Collected data:
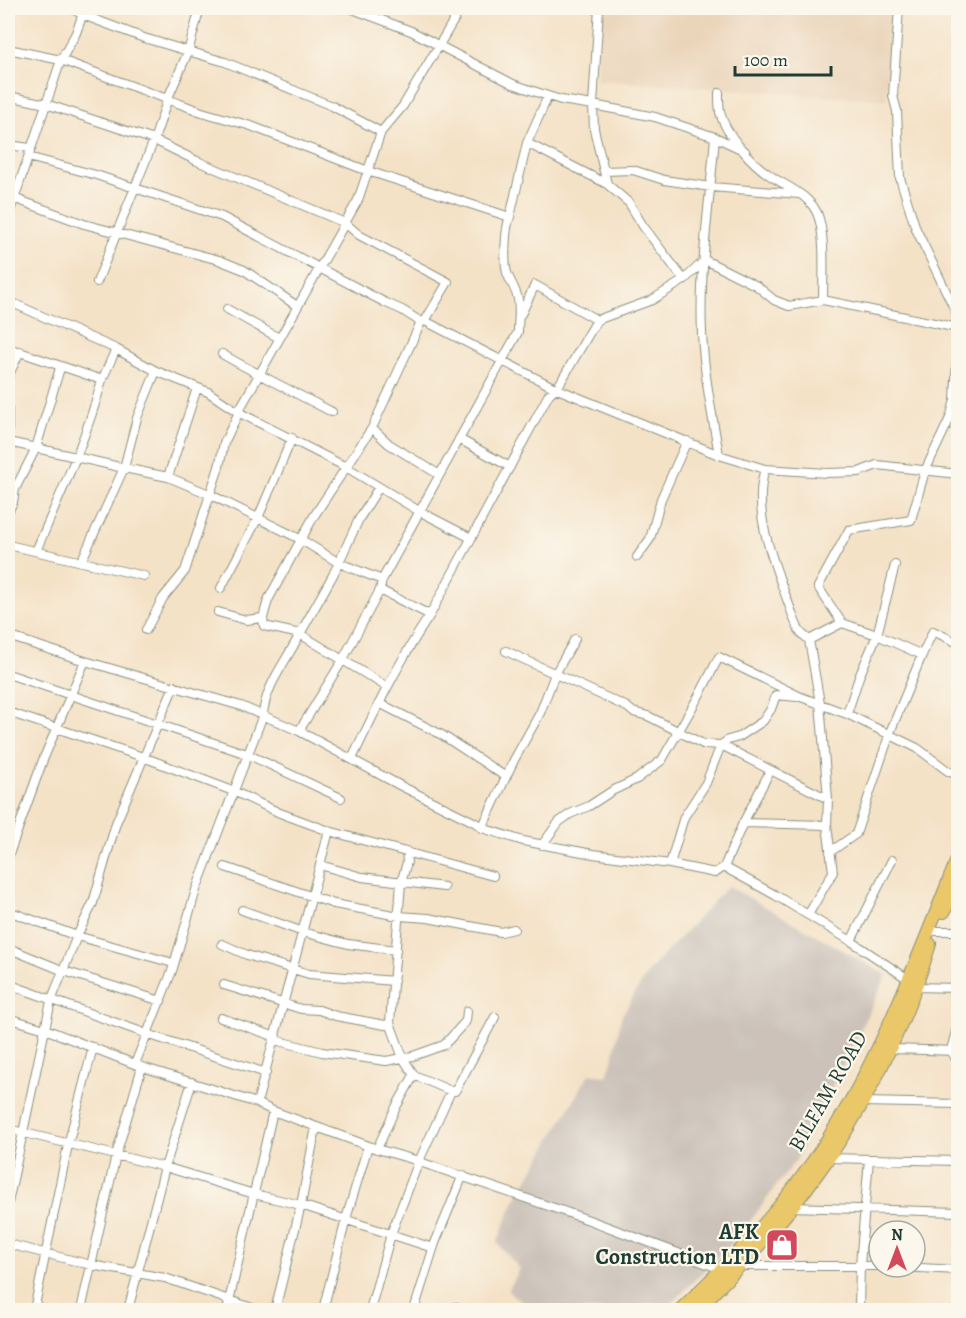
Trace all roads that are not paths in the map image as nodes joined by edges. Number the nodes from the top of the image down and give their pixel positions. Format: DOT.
graph roads {
  1 [pos="71,8"];
  2 [pos="200,8"];
  3 [pos="350,8"];
  4 [pos="459,8"];
  5 [pos="599,8"];
  6 [pos="899,8"];
  7 [pos="84,11"];
  8 [pos="438,46"];
  9 [pos="8,49"];
  10 [pos="188,52"];
  11 [pos="61,60"];
  12 [pos="719,93"];
  13 [pos="8,96"];
  14 [pos="548,96"];
  15 [pos="168,98"];
  16 [pos="46,104"];
  17 [pos="593,105"];
  18 [pos="381,132"];
  19 [pos="715,137"];
  20 [pos="154,140"];
  21 [pos="527,143"];
  22 [pos="8,145"];
  23 [pos="30,148"];
  24 [pos="745,151"];
  25 [pos="28,157"];
  26 [pos="368,171"];
  27 [pos="604,171"];
  28 [pos="607,184"];
  29 [pos="711,187"];
  30 [pos="134,188"];
  31 [pos="801,194"];
  32 [pos="11,197"];
  33 [pos="510,217"];
  34 [pos="8,218"];
  35 [pos="345,222"];
  36 [pos="116,233"];
  37 [pos="705,260"];
  38 [pos="320,267"];
  39 [pos="684,280"];
  40 [pos="97,282"];
  41 [pos="823,300"];
  42 [pos="8,301"];
  43 [pos="297,306"];
  44 [pos="227,309"];
  45 [pos="958,316"];
  46 [pos="518,320"];
  47 [pos="597,320"];
  48 [pos="423,322"];
  49 [pos="958,327"];
  50 [pos="958,335"];
  51 [pos="279,338"];
  52 [pos="8,348"];
  53 [pos="116,349"];
  54 [pos="20,351"];
  55 [pos="222,354"];
  56 [pos="502,361"];
  57 [pos="60,368"];
  58 [pos="156,371"];
  59 [pos="8,376"];
  60 [pos="259,376"];
  61 [pos="102,380"];
  62 [pos="197,388"];
  63 [pos="555,388"];
  64 [pos="8,409"];
  65 [pos="238,412"];
  66 [pos="332,412"];
  67 [pos="372,429"];
  68 [pos="8,433"];
  69 [pos="292,438"];
  70 [pos="459,439"];
  71 [pos="687,441"];
  72 [pos="8,442"];
  73 [pos="36,447"];
  74 [pos="719,455"];
  75 [pos="76,458"];
  76 [pos="346,467"];
  77 [pos="510,467"];
  78 [pos="124,468"];
  79 [pos="765,469"];
  80 [pos="925,471"];
  81 [pos="438,474"];
  82 [pos="958,474"];
  83 [pos="168,477"];
  84 [pos="379,487"];
  85 [pos="209,494"];
  86 [pos="8,512"];
  87 [pos="419,512"];
  88 [pos="258,518"];
  89 [pos="471,538"];
  90 [pos="300,539"];
  91 [pos="8,545"];
  92 [pos="36,551"];
  93 [pos="637,557"];
  94 [pos="81,562"];
  95 [pos="339,563"];
  96 [pos="895,565"];
  97 [pos="144,576"];
  98 [pos="382,580"];
  99 [pos="221,588"];
  100 [pos="380,590"];
  101 [pos="218,612"];
  102 [pos="430,615"];
  103 [pos="263,618"];
  104 [pos="842,623"];
  105 [pos="146,630"];
  106 [pos="300,634"];
  107 [pos="877,635"];
  108 [pos="8,636"];
  109 [pos="575,639"];
  110 [pos="809,640"];
  111 [pos="958,644"];
  112 [pos="506,651"];
  113 [pos="922,655"];
  114 [pos="342,660"];
  115 [pos="85,661"];
  116 [pos="8,674"];
  117 [pos="555,674"];
  118 [pos="174,686"];
  119 [pos="387,687"];
  120 [pos="71,695"];
  121 [pos="801,697"];
  122 [pos="379,703"];
  123 [pos="820,704"];
  124 [pos="8,712"];
  125 [pos="847,714"];
  126 [pos="263,715"];
  127 [pos="157,723"];
  128 [pos="58,729"];
  129 [pos="299,731"];
  130 [pos="678,732"];
  131 [pos="890,735"];
  132 [pos="721,745"];
  133 [pos="247,754"];
  134 [pos="143,757"];
  135 [pos="352,759"];
  136 [pos="770,771"];
  137 [pos="958,775"];
  138 [pos="506,777"];
  139 [pos="233,791"];
  140 [pos="340,798"];
  141 [pos="828,799"];
  142 [pos="743,823"];
  143 [pos="827,825"];
  144 [pos="482,828"];
  145 [pos="329,831"];
  146 [pos="542,845"];
  147 [pos="406,851"];
  148 [pos="830,852"];
  149 [pos="8,857"];
  150 [pos="958,857"];
  151 [pos="892,860"];
  152 [pos="670,864"];
  153 [pos="320,865"];
  154 [pos="225,867"];
  155 [pos="724,867"];
  156 [pos="493,876"];
  157 [pos="401,883"];
  158 [pos="958,884"];
  159 [pos="444,887"];
  160 [pos="313,895"];
  161 [pos="242,910"];
  162 [pos="8,911"];
  163 [pos="808,915"];
  164 [pos="399,916"];
  165 [pos="514,929"];
  166 [pos="958,931"];
  167 [pos="303,932"];
  168 [pos="931,932"];
  169 [pos="76,936"];
  170 [pos="851,941"];
  171 [pos="222,944"];
  172 [pos="8,948"];
  173 [pos="396,950"];
  174 [pos="173,963"];
  175 [pos="293,968"];
  176 [pos="64,970"];
  177 [pos="394,981"];
  178 [pos="8,984"];
  179 [pos="914,984"];
  180 [pos="224,985"];
  181 [pos="958,988"];
  182 [pos="51,1001"];
  183 [pos="161,1001"];
  184 [pos="284,1004"];
  185 [pos="467,1011"];
  186 [pos="495,1017"];
  187 [pos="8,1018"];
  188 [pos="221,1018"];
  189 [pos="390,1023"];
  190 [pos="958,1024"];
  191 [pos="45,1029"];
  192 [pos="147,1034"];
  193 [pos="275,1038"];
  194 [pos="93,1047"];
  195 [pos="891,1048"];
  196 [pos="955,1051"];
  197 [pos="403,1058"];
  198 [pos="958,1063"];
  199 [pos="139,1065"];
  200 [pos="266,1073"];
  201 [pos="414,1076"];
  202 [pos="192,1082"];
  203 [pos="451,1091"];
  204 [pos="862,1102"];
  205 [pos="257,1103"];
  206 [pos="958,1104"];
  207 [pos="273,1111"];
  208 [pos="316,1127"];
  209 [pos="8,1129"];
  210 [pos="22,1133"];
  211 [pos="68,1145"];
  212 [pos="373,1146"];
  213 [pos="116,1155"];
  214 [pos="828,1158"];
  215 [pos="869,1159"];
  216 [pos="418,1161"];
  217 [pos="958,1161"];
  218 [pos="165,1167"];
  219 [pos="463,1175"];
  220 [pos="254,1194"];
  221 [pos="8,1203"];
  222 [pos="301,1205"];
  223 [pos="791,1207"];
  224 [pos="864,1208"];
  225 [pos="958,1212"];
  226 [pos="346,1219"];
  227 [pos="391,1234"];
  228 [pos="8,1244"];
  229 [pos="434,1248"];
  230 [pos="44,1254"];
  231 [pos="91,1265"];
  232 [pos="860,1265"];
  233 [pos="867,1265"];
  234 [pos="740,1266"];
  235 [pos="927,1268"];
  236 [pos="721,1269"];
  237 [pos="958,1270"];
  238 [pos="414,1310"];
  239 [pos="34,1311"];
  240 [pos="81,1311"];
  241 [pos="128,1311"];
  242 [pos="227,1311"];
  243 [pos="258,1311"];
  244 [pos="275,1311"];
  245 [pos="323,1311"];
  246 [pos="370,1311"];
  247 [pos="680,1311"];
  248 [pos="697,1311"];
  249 [pos="859,1311"];
  1 -- 7 [label="street"];
  2 -- 10 [label="street"];
  3 -- 8 [label="street"];
  4 -- 8 [label="street"];
  5 -- 17 [label="street"];
  6 -- 45 [label="street"];
  7 -- 10 [label="street"];
  7 -- 11 [label="street"];
  8 -- 14 [label="street"];
  8 -- 18 [label="street"];
  9 -- 11 [label="street"];
  10 -- 15 [label="street"];
  10 -- 18 [label="street"];
  11 -- 15 [label="street"];
  11 -- 16 [label="street"];
  12 -- 24 [label="street"];
  13 -- 16 [label="street"];
  14 -- 17 [label="street"];
  14 -- 21 [label="street"];
  15 -- 20 [label="street"];
  15 -- 26 [label="street"];
  16 -- 20 [label="street"];
  16 -- 23 [label="street"];
  17 -- 19 [label="street"];
  17 -- 27 [label="street"];
  18 -- 26 [label="street"];
  19 -- 24 [label="street"];
  19 -- 29 [label="street"];
  20 -- 30 [label="street"];
  20 -- 35 [label="street"];
  21 -- 28 [label="street"];
  21 -- 33 [label="street"];
  22 -- 23 [label="street"];
  23 -- 25 [label="street"];
  24 -- 31 [label="street"];
  25 -- 30 [label="street"];
  25 -- 32 [label="street"];
  26 -- 33 [label="street"];
  26 -- 35 [label="street"];
  27 -- 28 [label="street"];
  27 -- 29 [label="street"];
  28 -- 39 [label="street"];
  29 -- 31 [label="street"];
  29 -- 37 [label="street"];
  30 -- 36 [label="street"];
  30 -- 38 [label="street"];
  31 -- 41 [label="street"];
  32 -- 34 [label="street"];
  32 -- 36 [label="street"];
  33 -- 46 [label="street"];
  35 -- 38 [label="street"];
  35 -- 48 [label="street"];
  36 -- 40 [label="street"];
  36 -- 43 [label="street"];
  37 -- 39 [label="street"];
  37 -- 41 [label="street"];
  37 -- 74 [label="street"];
  38 -- 43 [label="street"];
  38 -- 48 [label="street"];
  38 -- 65 [label="street"];
  39 -- 47 [label="street"];
  41 -- 49 [label="street"];
  42 -- 53 [label="street"];
  43 -- 51 [label="street"];
  44 -- 51 [label="street"];
  45 -- 49 [label="street"];
  46 -- 47 [label="street"];
  46 -- 56 [label="street"];
  47 -- 63 [label="street"];
  48 -- 56 [label="street"];
  48 -- 67 [label="street"];
  50 -- 80 [label="street"];
  51 -- 60 [label="street"];
  52 -- 54 [label="street"];
  53 -- 58 [label="street"];
  53 -- 61 [label="street"];
  54 -- 57 [label="street"];
  54 -- 59 [label="street"];
  55 -- 60 [label="street"];
  56 -- 63 [label="street"];
  56 -- 70 [label="street"];
  57 -- 61 [label="street"];
  57 -- 73 [label="street"];
  58 -- 62 [label="street"];
  58 -- 78 [label="street"];
  60 -- 65 [label="street"];
  60 -- 66 [label="street"];
  61 -- 75 [label="street"];
  62 -- 65 [label="street"];
  62 -- 83 [label="street"];
  63 -- 71 [label="street"];
  63 -- 77 [label="street"];
  64 -- 68 [label="street"];
  65 -- 69 [label="street"];
  65 -- 85 [label="street"];
  67 -- 76 [label="street"];
  67 -- 81 [label="street"];
  69 -- 76 [label="street"];
  69 -- 88 [label="street"];
  70 -- 77 [label="street"];
  70 -- 87 [label="street"];
  71 -- 74 [label="street"];
  71 -- 93 [label="street"];
  72 -- 73 [label="street"];
  73 -- 75 [label="street"];
  73 -- 86 [label="street"];
  74 -- 79 [label="street"];
  75 -- 78 [label="street"];
  75 -- 92 [label="street"];
  76 -- 84 [label="street"];
  76 -- 90 [label="street"];
  77 -- 89 [label="street"];
  78 -- 83 [label="street"];
  78 -- 94 [label="street"];
  79 -- 80 [label="street"];
  79 -- 110 [label="street"];
  80 -- 82 [label="street"];
  80 -- 104 [label="street"];
  83 -- 85 [label="street"];
  84 -- 87 [label="street"];
  84 -- 95 [label="street"];
  85 -- 88 [label="street"];
  85 -- 105 [label="street"];
  87 -- 89 [label="street"];
  87 -- 98 [label="street"];
  88 -- 90 [label="street"];
  88 -- 99 [label="street"];
  89 -- 102 [label="street"];
  90 -- 95 [label="street"];
  90 -- 103 [label="street"];
  91 -- 92 [label="street"];
  92 -- 94 [label="street"];
  94 -- 97 [label="street"];
  95 -- 98 [label="street"];
  95 -- 106 [label="street"];
  96 -- 107 [label="street"];
  98 -- 100 [label="street"];
  100 -- 102 [label="street"];
  100 -- 114 [label="street"];
  101 -- 103 [label="street"];
  102 -- 119 [label="street"];
  103 -- 106 [label="street"];
  104 -- 107 [label="street"];
  104 -- 110 [label="street"];
  106 -- 114 [label="street"];
  106 -- 126 [label="street"];
  107 -- 113 [label="street"];
  107 -- 125 [label="street"];
  108 -- 115 [label="street"];
  109 -- 117 [label="street"];
  110 -- 123 [label="street"];
  111 -- 113 [label="street"];
  112 -- 117 [label="street"];
  113 -- 131 [label="street"];
  114 -- 119 [label="street"];
  114 -- 129 [label="street"];
  115 -- 118 [label="street"];
  115 -- 120 [label="street"];
  116 -- 120 [label="street"];
  117 -- 130 [label="street"];
  117 -- 138 [label="street"];
  118 -- 126 [label="street"];
  118 -- 127 [label="street"];
  119 -- 122 [label="street"];
  120 -- 127 [label="street"];
  120 -- 128 [label="street"];
  121 -- 123 [label="street"];
  121 -- 130 [label="street"];
  121 -- 132 [label="street"];
  122 -- 135 [label="street"];
  122 -- 138 [label="street"];
  123 -- 125 [label="street"];
  123 -- 141 [label="street"];
  124 -- 128 [label="street"];
  125 -- 131 [label="street"];
  126 -- 129 [label="street"];
  126 -- 133 [label="street"];
  127 -- 133 [label="street"];
  127 -- 134 [label="street"];
  128 -- 134 [label="street"];
  128 -- 149 [label="street"];
  129 -- 135 [label="street"];
  130 -- 132 [label="street"];
  130 -- 146 [label="street"];
  131 -- 137 [label="street"];
  131 -- 148 [label="street"];
  132 -- 136 [label="street"];
  132 -- 152 [label="street"];
  133 -- 139 [label="street"];
  133 -- 140 [label="street"];
  134 -- 139 [label="street"];
  134 -- 169 [label="street"];
  135 -- 144 [label="street"];
  136 -- 141 [label="street"];
  136 -- 142 [label="street"];
  138 -- 144 [label="street"];
  139 -- 145 [label="street"];
  139 -- 174 [label="street"];
  141 -- 143 [label="street"];
  142 -- 143 [label="street"];
  142 -- 155 [label="street"];
  143 -- 148 [label="street"];
  144 -- 146 [label="street"];
  145 -- 147 [label="street"];
  145 -- 153 [label="street"];
  146 -- 152 [label="street"];
  147 -- 156 [label="street"];
  147 -- 157 [label="street"];
  148 -- 163 [label="street"];
  150 -- 168 [label="main road"];
  151 -- 170 [label="street"];
  152 -- 155 [label="street"];
  153 -- 157 [label="street"];
  153 -- 160 [label="street"];
  154 -- 160 [label="street"];
  155 -- 163 [label="street"];
  157 -- 159 [label="street"];
  157 -- 164 [label="street"];
  158 -- 168 [label="main road"];
  160 -- 164 [label="street"];
  160 -- 167 [label="street"];
  161 -- 167 [label="street"];
  162 -- 169 [label="street"];
  163 -- 170 [label="street"];
  164 -- 165 [label="street"];
  164 -- 173 [label="street"];
  166 -- 168 [label="street"];
  167 -- 173 [label="street"];
  167 -- 175 [label="street"];
  168 -- 179 [label="main road"];
  169 -- 174 [label="street"];
  169 -- 176 [label="street"];
  170 -- 179 [label="street"];
  171 -- 175 [label="street"];
  172 -- 176 [label="street"];
  173 -- 177 [label="street"];
  174 -- 183 [label="street"];
  175 -- 177 [label="street"];
  175 -- 184 [label="street"];
  176 -- 182 [label="street"];
  176 -- 183 [label="street"];
  177 -- 189 [label="street"];
  178 -- 182 [label="street"];
  179 -- 181 [label="street"];
  179 -- 195 [label="main road"];
  179 -- 236 [label="main road, BILFAM ROAD"];
  180 -- 184 [label="street"];
  182 -- 191 [label="street"];
  182 -- 192 [label="street"];
  183 -- 192 [label="street"];
  184 -- 189 [label="street"];
  184 -- 193 [label="street"];
  185 -- 197 [label="street"];
  186 -- 203 [label="street"];
  187 -- 191 [label="street"];
  188 -- 193 [label="street"];
  189 -- 197 [label="street"];
  190 -- 196 [label="street"];
  191 -- 194 [label="street"];
  191 -- 210 [label="street"];
  192 -- 199 [label="street"];
  192 -- 200 [label="street"];
  193 -- 197 [label="street"];
  193 -- 200 [label="street"];
  194 -- 199 [label="street"];
  194 -- 211 [label="street"];
  195 -- 196 [label="street"];
  195 -- 204 [label="main road"];
  196 -- 198 [label="street"];
  197 -- 201 [label="street"];
  199 -- 202 [label="street"];
  199 -- 213 [label="street"];
  200 -- 205 [label="street"];
  201 -- 203 [label="street"];
  201 -- 212 [label="street"];
  202 -- 205 [label="street"];
  202 -- 218 [label="street"];
  203 -- 216 [label="street"];
  204 -- 206 [label="street"];
  204 -- 214 [label="main road"];
  205 -- 207 [label="street"];
  207 -- 208 [label="street"];
  207 -- 220 [label="street"];
  208 -- 212 [label="street"];
  208 -- 222 [label="street"];
  209 -- 210 [label="street"];
  210 -- 211 [label="street"];
  210 -- 221 [label="street"];
  211 -- 213 [label="street"];
  211 -- 230 [label="street"];
  212 -- 216 [label="street"];
  212 -- 226 [label="street"];
  212 -- 236 [label="street"];
  213 -- 218 [label="street"];
  213 -- 231 [label="street"];
  214 -- 215 [label="street"];
  214 -- 223 [label="main road"];
  215 -- 217 [label="street"];
  215 -- 224 [label="street"];
  216 -- 227 [label="street"];
  218 -- 220 [label="street"];
  218 -- 241 [label="street"];
  219 -- 229 [label="street"];
  220 -- 222 [label="street"];
  220 -- 242 [label="street"];
  222 -- 226 [label="street"];
  222 -- 244 [label="street"];
  223 -- 224 [label="street"];
  223 -- 234 [label="main road"];
  224 -- 225 [label="street"];
  224 -- 232 [label="street"];
  226 -- 227 [label="street"];
  226 -- 245 [label="street"];
  227 -- 229 [label="street"];
  227 -- 246 [label="street"];
  228 -- 230 [label="street"];
  229 -- 238 [label="street"];
  230 -- 231 [label="street"];
  230 -- 239 [label="street"];
  231 -- 240 [label="street"];
  231 -- 243 [label="street"];
  232 -- 233 [label="street"];
  232 -- 234 [label="street"];
  232 -- 249 [label="street"];
  234 -- 248 [label="main road"];
  235 -- 237 [label="street"];
  236 -- 247 [label="main road, BILFAM ROAD"];
}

• Work order: Every line in the data above that contains the word "main" counts; report how many there are and nothing more.

• Completed task: 11